#### GIVEN RECORDS
━━━━━━━━━━

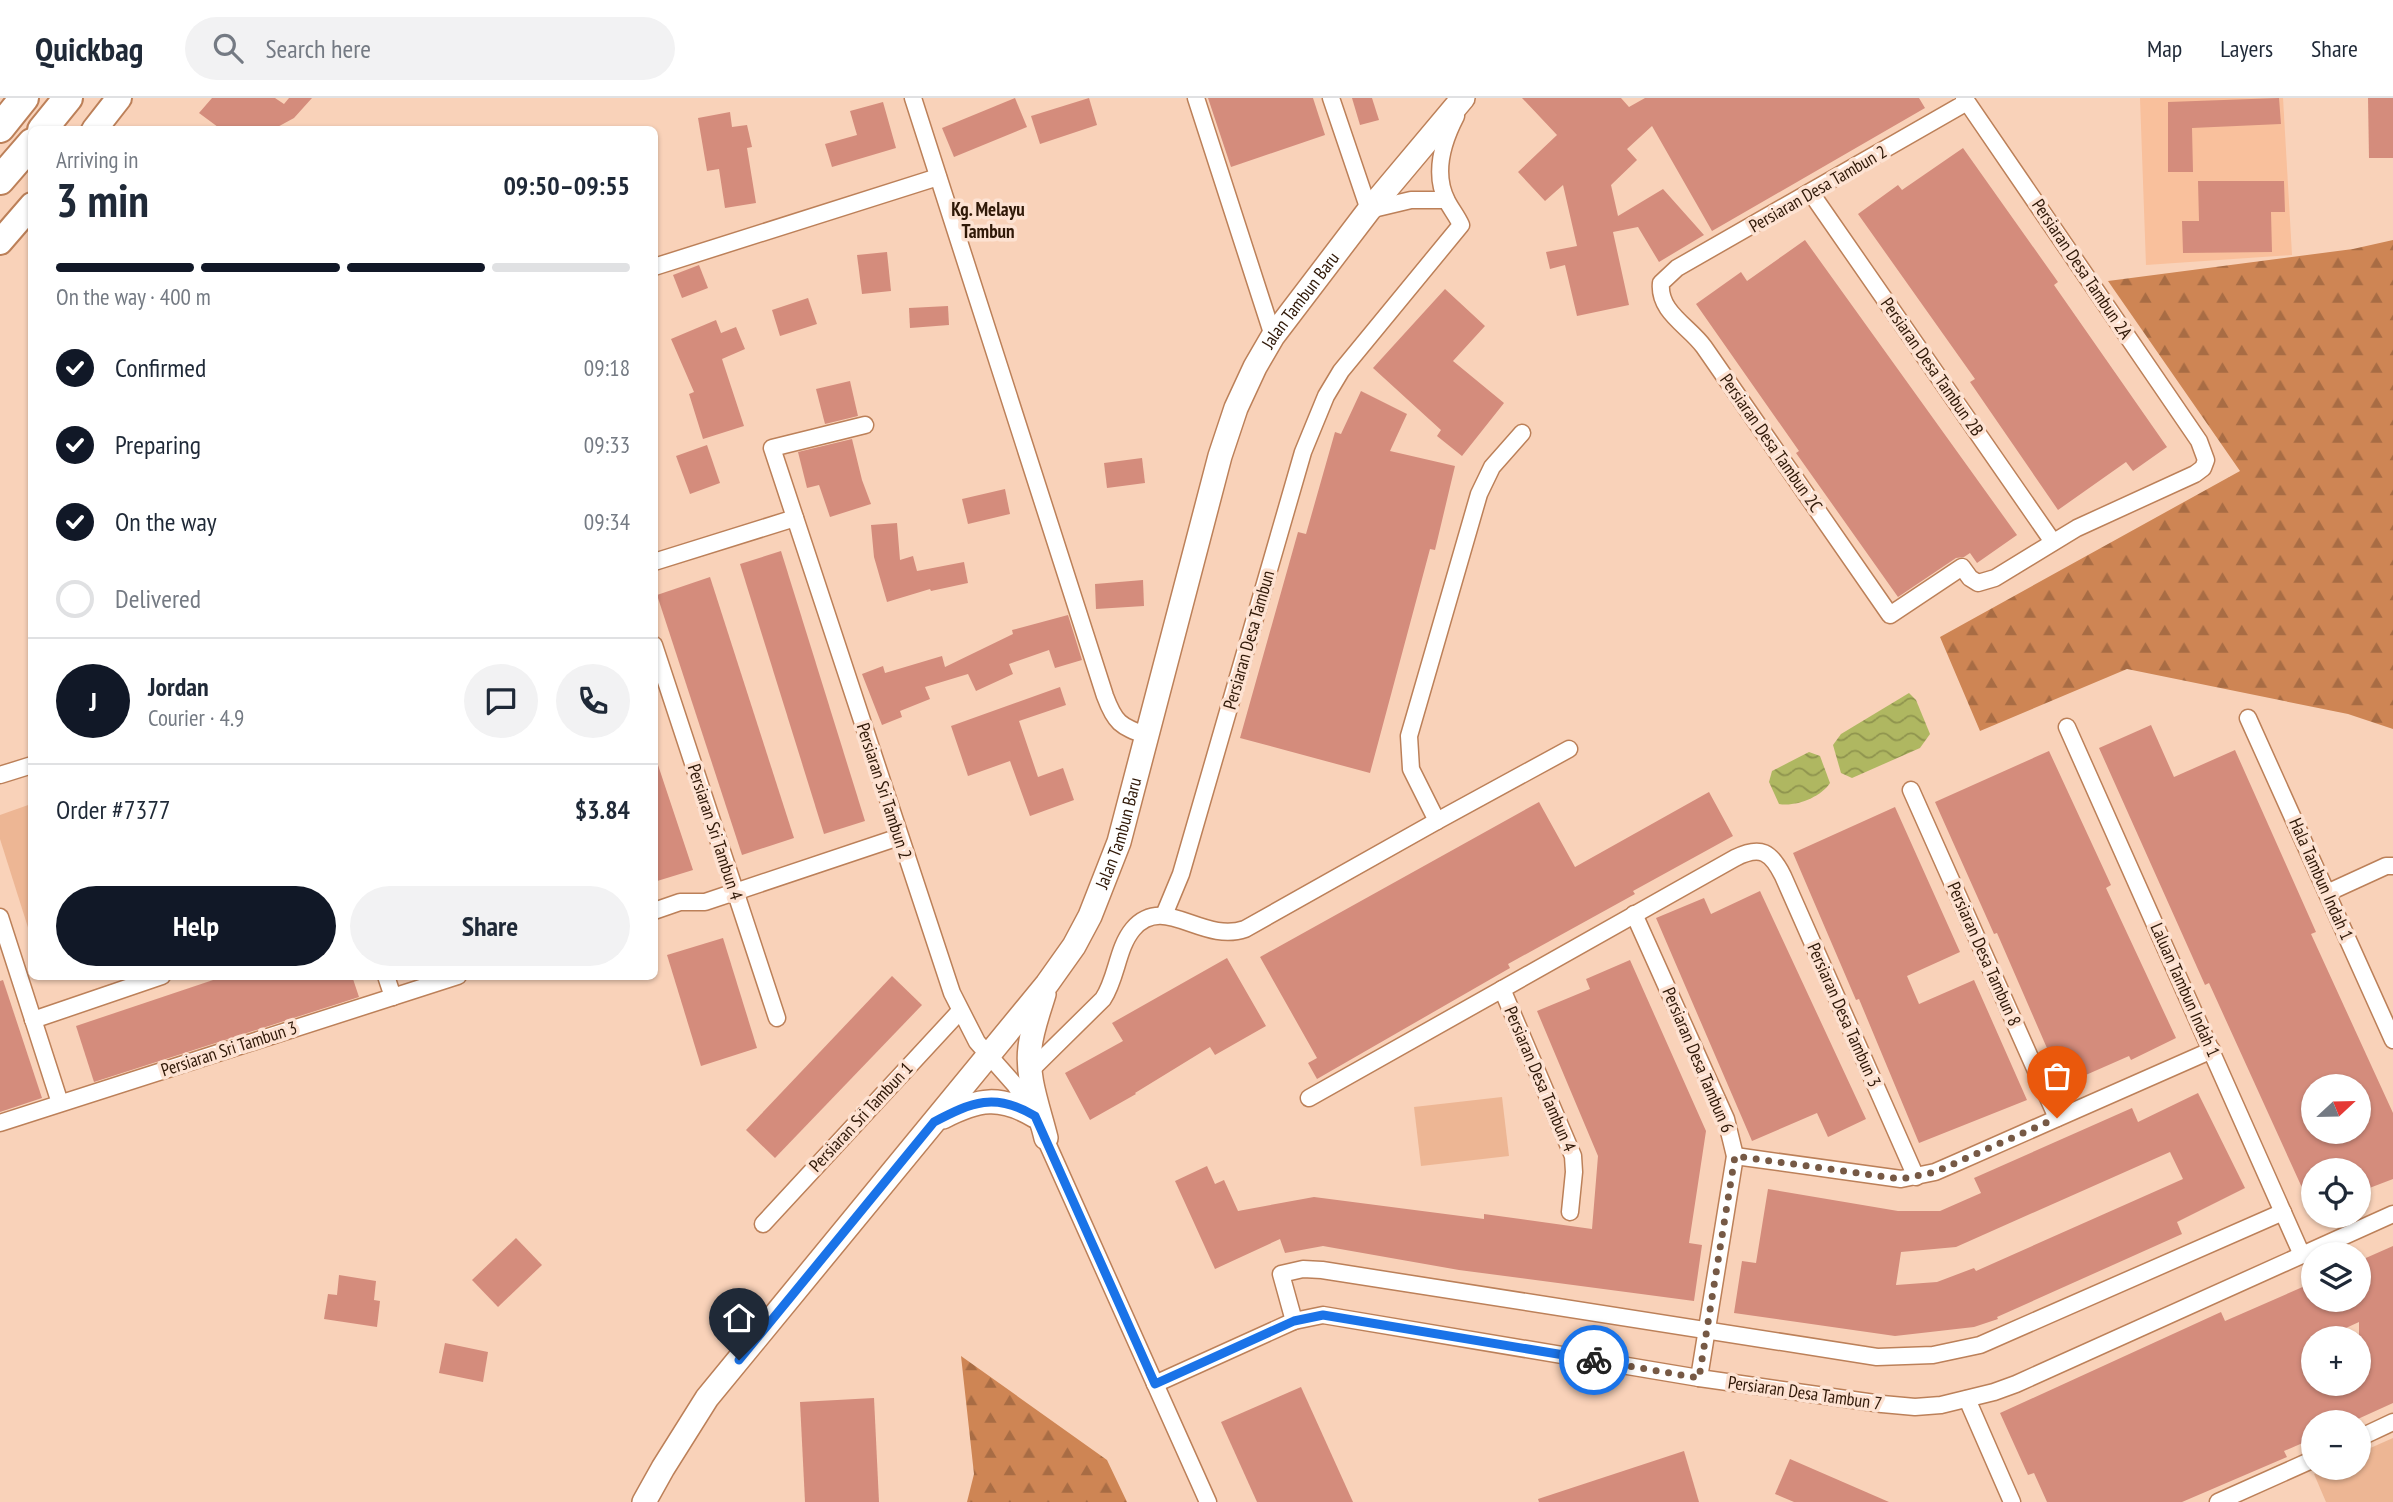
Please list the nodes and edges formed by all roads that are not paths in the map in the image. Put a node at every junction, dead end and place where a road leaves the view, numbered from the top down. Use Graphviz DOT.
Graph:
graph roads {
  1 [pos="24,98"];
  2 [pos="68,98"];
  3 [pos="119,98"];
  4 [pos="913,98"];
  5 [pos="1196,98"];
  6 [pos="1331,98"];
  7 [pos="1464,98"];
  8 [pos="1966,100"];
  9 [pos="45,126"];
  10 [pos="97,126"];
  11 [pos="0,128"];
  12 [pos="28,148"];
  13 [pos="938,177"];
  14 [pos="0,180"];
  15 [pos="1811,193"];
  16 [pos="1446,200"];
  17 [pos="28,210"];
  18 [pos="1370,210"];
  19 [pos="0,242"];
  20 [pos="658,266"];
  21 [pos="1668,274"];
  22 [pos="1273,336"];
  23 [pos="865,425"];
  24 [pos="1522,433"];
  25 [pos="794,518"];
  26 [pos="2053,542"];
  27 [pos="658,561"];
  28 [pos="658,657"];
  29 [pos="2248,718"];
  30 [pos="2067,727"];
  31 [pos="1147,736"];
  32 [pos="1569,749"];
  33 [pos="28,766"];
  34 [pos="0,775"];
  35 [pos="1911,790"];
  36 [pos="1437,821"];
  37 [pos="899,837"];
  38 [pos="2393,866"];
  39 [pos="735,892"];
  40 [pos="2327,893"];
  41 [pos="658,910"];
  42 [pos="1634,914"];
  43 [pos="1164,915"];
  44 [pos="0,917"];
  45 [pos="150,980"];
  46 [pos="387,980"];
  47 [pos="446,980"];
  48 [pos="1047,984"];
  49 [pos="1502,989"];
  50 [pos="393,997"];
  51 [pos="960,1010"];
  52 [pos="777,1018"];
  53 [pos="33,1020"];
  54 [pos="2393,1040"];
  55 [pos="2211,1050"];
  56 [pos="988,1056"];
  57 [pos="1030,1071"];
  58 [pos="1309,1098"];
  59 [pos="60,1103"];
  60 [pos="1035,1116"];
  61 [pos="2057,1118"];
  62 [pos="934,1122"];
  63 [pos="0,1123"];
  64 [pos="1046,1138"];
  65 [pos="1735,1156"];
  66 [pos="1916,1177"];
  67 [pos="1570,1212"];
  68 [pos="2283,1212"];
  69 [pos="2393,1213"];
  70 [pos="763,1224"];
  71 [pos="2330,1242"];
  72 [pos="2301,1253"];
  73 [pos="2301,1255"];
  74 [pos="1294,1321"];
  75 [pos="1706,1329"];
  76 [pos="1699,1378"];
  77 [pos="1155,1384"];
  78 [pos="1966,1399"];
  79 [pos="2393,1422"];
  80 [pos="2371,1432"];
  81 [pos="2301,1465"];
  82 [pos="644,1502"];
  83 [pos="1208,1502"];
  84 [pos="2012,1502"];
  85 [pos="2218,1502"];
  1 -- 11 [label="highway"];
  2 -- 9 [label="highway"];
  3 -- 10 [label="main road"];
  4 -- 13 [label="street"];
  5 -- 22 [label="street"];
  6 -- 18 [label="street"];
  7 -- 16 [label="street, Persiaran Desa Tambun"];
  7 -- 18 [label="main road, Jalan Tambun Baru"];
  8 -- 15 [label="street, Persiaran Desa Tambun 2"];
  8 -- 26 [label="street, Persiaran Desa Tambun 2A"];
  12 -- 14 [label="highway"];
  13 -- 20 [label="street"];
  13 -- 31 [label="street"];
  15 -- 21 [label="street, Persiaran Desa Tambun 2"];
  15 -- 26 [label="street, Persiaran Desa Tambun 2B"];
  16 -- 18 [label="street"];
  16 -- 43 [label="street, Persiaran Desa Tambun"];
  17 -- 19 [label="main road"];
  18 -- 22 [label="main road, Jalan Tambun Baru"];
  21 -- 26 [label="street, Persiaran Desa Tambun 2C"];
  22 -- 31 [label="main road, Jalan Tambun Baru"];
  23 -- 25 [label="street, Persiaran Sri Tambun 2"];
  24 -- 36 [label="street"];
  25 -- 27 [label="street"];
  25 -- 37 [label="street, Persiaran Sri Tambun 2"];
  28 -- 39 [label="street, Persiaran Sri Tambun 4"];
  29 -- 40 [label="street, Hala Tambun Indah 1"];
  30 -- 55 [label="street, Laluan Tambun Indah 1"];
  31 -- 48 [label="main road, Jalan Tambun Baru"];
  32 -- 36 [label="street"];
  33 -- 34 [label="street"];
  35 -- 61 [label="street, Persiaran Desa Tambun 8"];
  36 -- 43 [label="street"];
  37 -- 39 [label="street"];
  37 -- 51 [label="street, Persiaran Sri Tambun 2"];
  38 -- 40 [label="street"];
  39 -- 41 [label="street"];
  39 -- 52 [label="street, Persiaran Sri Tambun 4"];
  40 -- 54 [label="street, Hala Tambun Indah 1"];
  42 -- 49 [label="street"];
  42 -- 65 [label="street, Persiaran Desa Tambun 6"];
  42 -- 66 [label="street, Persiaran Desa Tambun 3"];
  43 -- 57 [label="street"];
  44 -- 53 [label="street"];
  45 -- 53 [label="street"];
  46 -- 50 [label="street"];
  47 -- 50 [label="street, Persiaran Sri Tambun 3"];
  48 -- 56 [label="main road, Jalan Tambun Baru"];
  48 -- 57 [label="main road"];
  49 -- 58 [label="street"];
  49 -- 67 [label="street, Persiaran Desa Tambun 4"];
  50 -- 59 [label="street, Persiaran Sri Tambun 3"];
  51 -- 56 [label="street, Persiaran Sri Tambun 2"];
  51 -- 70 [label="street, Persiaran Sri Tambun 1"];
  53 -- 59 [label="street"];
  55 -- 61 [label="street"];
  55 -- 68 [label="street, Laluan Tambun Indah 1"];
  56 -- 60 [label="street, Persiaran Sri Tambun 2"];
  56 -- 62 [label="main road, Jalan Tambun Baru"];
  57 -- 64 [label="main road"];
  59 -- 63 [label="street, Persiaran Sri Tambun 3"];
  60 -- 62 [label="main road"];
  60 -- 64 [label="street, Persiaran Sri Tambun 2"];
  61 -- 66 [label="street"];
  62 -- 82 [label="main road, Jalan Tambun Baru"];
  64 -- 77 [label="street, Persiaran Sri Tambun 2"];
  65 -- 66 [label="street"];
  65 -- 75 [label="street, Persiaran Desa Tambun 6"];
  68 -- 72 [label="street, Laluan Tambun Indah 1"];
  68 -- 75 [label="street"];
  69 -- 71 [label="street, Persiaran Desa Tambun 7"];
  73 -- 78 [label="street, Persiaran Desa Tambun 7"];
  74 -- 75 [label="street"];
  74 -- 76 [label="street, Persiaran Desa Tambun 7"];
  74 -- 77 [label="street, Persiaran Desa Tambun 7"];
  75 -- 76 [label="street, Persiaran Desa Tambun 6"];
  76 -- 78 [label="street, Persiaran Desa Tambun 7"];
  77 -- 83 [label="street, Persiaran Sri Tambun 2"];
  78 -- 84 [label="street"];
  79 -- 80 [label="street"];
  81 -- 85 [label="street"];
}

━━━━━━━━━━

#### EXERCISE AIM
All of the records above are to be printed exactly, with every picture omitted.

#### ANSWER TO THE PROBLEM
Please list the nodes and edges formed by all roads that are not paths in the map in the image. Put a node at every junction, dead end and place where a road leaves the view, numbered from the top down. Use Graphviz DOT.
Graph:
graph roads {
  1 [pos="24,98"];
  2 [pos="68,98"];
  3 [pos="119,98"];
  4 [pos="913,98"];
  5 [pos="1196,98"];
  6 [pos="1331,98"];
  7 [pos="1464,98"];
  8 [pos="1966,100"];
  9 [pos="45,126"];
  10 [pos="97,126"];
  11 [pos="0,128"];
  12 [pos="28,148"];
  13 [pos="938,177"];
  14 [pos="0,180"];
  15 [pos="1811,193"];
  16 [pos="1446,200"];
  17 [pos="28,210"];
  18 [pos="1370,210"];
  19 [pos="0,242"];
  20 [pos="658,266"];
  21 [pos="1668,274"];
  22 [pos="1273,336"];
  23 [pos="865,425"];
  24 [pos="1522,433"];
  25 [pos="794,518"];
  26 [pos="2053,542"];
  27 [pos="658,561"];
  28 [pos="658,657"];
  29 [pos="2248,718"];
  30 [pos="2067,727"];
  31 [pos="1147,736"];
  32 [pos="1569,749"];
  33 [pos="28,766"];
  34 [pos="0,775"];
  35 [pos="1911,790"];
  36 [pos="1437,821"];
  37 [pos="899,837"];
  38 [pos="2393,866"];
  39 [pos="735,892"];
  40 [pos="2327,893"];
  41 [pos="658,910"];
  42 [pos="1634,914"];
  43 [pos="1164,915"];
  44 [pos="0,917"];
  45 [pos="150,980"];
  46 [pos="387,980"];
  47 [pos="446,980"];
  48 [pos="1047,984"];
  49 [pos="1502,989"];
  50 [pos="393,997"];
  51 [pos="960,1010"];
  52 [pos="777,1018"];
  53 [pos="33,1020"];
  54 [pos="2393,1040"];
  55 [pos="2211,1050"];
  56 [pos="988,1056"];
  57 [pos="1030,1071"];
  58 [pos="1309,1098"];
  59 [pos="60,1103"];
  60 [pos="1035,1116"];
  61 [pos="2057,1118"];
  62 [pos="934,1122"];
  63 [pos="0,1123"];
  64 [pos="1046,1138"];
  65 [pos="1735,1156"];
  66 [pos="1916,1177"];
  67 [pos="1570,1212"];
  68 [pos="2283,1212"];
  69 [pos="2393,1213"];
  70 [pos="763,1224"];
  71 [pos="2330,1242"];
  72 [pos="2301,1253"];
  73 [pos="2301,1255"];
  74 [pos="1294,1321"];
  75 [pos="1706,1329"];
  76 [pos="1699,1378"];
  77 [pos="1155,1384"];
  78 [pos="1966,1399"];
  79 [pos="2393,1422"];
  80 [pos="2371,1432"];
  81 [pos="2301,1465"];
  82 [pos="644,1502"];
  83 [pos="1208,1502"];
  84 [pos="2012,1502"];
  85 [pos="2218,1502"];
  1 -- 11 [label="highway"];
  2 -- 9 [label="highway"];
  3 -- 10 [label="main road"];
  4 -- 13 [label="street"];
  5 -- 22 [label="street"];
  6 -- 18 [label="street"];
  7 -- 16 [label="street, Persiaran Desa Tambun"];
  7 -- 18 [label="main road, Jalan Tambun Baru"];
  8 -- 15 [label="street, Persiaran Desa Tambun 2"];
  8 -- 26 [label="street, Persiaran Desa Tambun 2A"];
  12 -- 14 [label="highway"];
  13 -- 20 [label="street"];
  13 -- 31 [label="street"];
  15 -- 21 [label="street, Persiaran Desa Tambun 2"];
  15 -- 26 [label="street, Persiaran Desa Tambun 2B"];
  16 -- 18 [label="street"];
  16 -- 43 [label="street, Persiaran Desa Tambun"];
  17 -- 19 [label="main road"];
  18 -- 22 [label="main road, Jalan Tambun Baru"];
  21 -- 26 [label="street, Persiaran Desa Tambun 2C"];
  22 -- 31 [label="main road, Jalan Tambun Baru"];
  23 -- 25 [label="street, Persiaran Sri Tambun 2"];
  24 -- 36 [label="street"];
  25 -- 27 [label="street"];
  25 -- 37 [label="street, Persiaran Sri Tambun 2"];
  28 -- 39 [label="street, Persiaran Sri Tambun 4"];
  29 -- 40 [label="street, Hala Tambun Indah 1"];
  30 -- 55 [label="street, Laluan Tambun Indah 1"];
  31 -- 48 [label="main road, Jalan Tambun Baru"];
  32 -- 36 [label="street"];
  33 -- 34 [label="street"];
  35 -- 61 [label="street, Persiaran Desa Tambun 8"];
  36 -- 43 [label="street"];
  37 -- 39 [label="street"];
  37 -- 51 [label="street, Persiaran Sri Tambun 2"];
  38 -- 40 [label="street"];
  39 -- 41 [label="street"];
  39 -- 52 [label="street, Persiaran Sri Tambun 4"];
  40 -- 54 [label="street, Hala Tambun Indah 1"];
  42 -- 49 [label="street"];
  42 -- 65 [label="street, Persiaran Desa Tambun 6"];
  42 -- 66 [label="street, Persiaran Desa Tambun 3"];
  43 -- 57 [label="street"];
  44 -- 53 [label="street"];
  45 -- 53 [label="street"];
  46 -- 50 [label="street"];
  47 -- 50 [label="street, Persiaran Sri Tambun 3"];
  48 -- 56 [label="main road, Jalan Tambun Baru"];
  48 -- 57 [label="main road"];
  49 -- 58 [label="street"];
  49 -- 67 [label="street, Persiaran Desa Tambun 4"];
  50 -- 59 [label="street, Persiaran Sri Tambun 3"];
  51 -- 56 [label="street, Persiaran Sri Tambun 2"];
  51 -- 70 [label="street, Persiaran Sri Tambun 1"];
  53 -- 59 [label="street"];
  55 -- 61 [label="street"];
  55 -- 68 [label="street, Laluan Tambun Indah 1"];
  56 -- 60 [label="street, Persiaran Sri Tambun 2"];
  56 -- 62 [label="main road, Jalan Tambun Baru"];
  57 -- 64 [label="main road"];
  59 -- 63 [label="street, Persiaran Sri Tambun 3"];
  60 -- 62 [label="main road"];
  60 -- 64 [label="street, Persiaran Sri Tambun 2"];
  61 -- 66 [label="street"];
  62 -- 82 [label="main road, Jalan Tambun Baru"];
  64 -- 77 [label="street, Persiaran Sri Tambun 2"];
  65 -- 66 [label="street"];
  65 -- 75 [label="street, Persiaran Desa Tambun 6"];
  68 -- 72 [label="street, Laluan Tambun Indah 1"];
  68 -- 75 [label="street"];
  69 -- 71 [label="street, Persiaran Desa Tambun 7"];
  73 -- 78 [label="street, Persiaran Desa Tambun 7"];
  74 -- 75 [label="street"];
  74 -- 76 [label="street, Persiaran Desa Tambun 7"];
  74 -- 77 [label="street, Persiaran Desa Tambun 7"];
  75 -- 76 [label="street, Persiaran Desa Tambun 6"];
  76 -- 78 [label="street, Persiaran Desa Tambun 7"];
  77 -- 83 [label="street, Persiaran Sri Tambun 2"];
  78 -- 84 [label="street"];
  79 -- 80 [label="street"];
  81 -- 85 [label="street"];
}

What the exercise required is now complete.